**What to work on**
Return each of the entries below word for word.

**Task input**

★ ★ ★ ★ ★ ★ ★

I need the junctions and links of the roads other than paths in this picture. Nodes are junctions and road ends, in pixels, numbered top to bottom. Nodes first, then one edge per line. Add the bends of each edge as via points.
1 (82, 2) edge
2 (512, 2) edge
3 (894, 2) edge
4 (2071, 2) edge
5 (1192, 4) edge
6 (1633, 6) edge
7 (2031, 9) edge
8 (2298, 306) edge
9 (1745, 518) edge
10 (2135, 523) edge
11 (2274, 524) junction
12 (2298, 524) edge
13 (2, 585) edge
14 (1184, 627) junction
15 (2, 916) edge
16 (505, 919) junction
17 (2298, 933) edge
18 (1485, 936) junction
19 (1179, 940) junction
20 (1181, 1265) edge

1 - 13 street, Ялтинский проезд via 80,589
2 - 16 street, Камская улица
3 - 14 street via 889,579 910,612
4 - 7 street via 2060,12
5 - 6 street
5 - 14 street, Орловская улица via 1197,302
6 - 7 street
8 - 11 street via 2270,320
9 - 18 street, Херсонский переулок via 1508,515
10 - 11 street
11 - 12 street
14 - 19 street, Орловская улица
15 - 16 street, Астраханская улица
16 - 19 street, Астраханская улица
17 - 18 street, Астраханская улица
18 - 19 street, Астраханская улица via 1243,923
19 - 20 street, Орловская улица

★ ★ ★ ★ ★ ★ ★

**Exercise result**
I need the junctions and links of the roads other than paths in this picture. Nodes are junctions and road ends, in pixels, numbered top to bottom. Nodes first, then one edge per line. Add the bends of each edge as via points.
1 (82, 2) edge
2 (512, 2) edge
3 (894, 2) edge
4 (2071, 2) edge
5 (1192, 4) edge
6 (1633, 6) edge
7 (2031, 9) edge
8 (2298, 306) edge
9 (1745, 518) edge
10 (2135, 523) edge
11 (2274, 524) junction
12 (2298, 524) edge
13 (2, 585) edge
14 (1184, 627) junction
15 (2, 916) edge
16 (505, 919) junction
17 (2298, 933) edge
18 (1485, 936) junction
19 (1179, 940) junction
20 (1181, 1265) edge

1 - 13 street, Ялтинский проезд via 80,589
2 - 16 street, Камская улица
3 - 14 street via 889,579 910,612
4 - 7 street via 2060,12
5 - 6 street
5 - 14 street, Орловская улица via 1197,302
6 - 7 street
8 - 11 street via 2270,320
9 - 18 street, Херсонский переулок via 1508,515
10 - 11 street
11 - 12 street
14 - 19 street, Орловская улица
15 - 16 street, Астраханская улица
16 - 19 street, Астраханская улица
17 - 18 street, Астраханская улица
18 - 19 street, Астраханская улица via 1243,923
19 - 20 street, Орловская улица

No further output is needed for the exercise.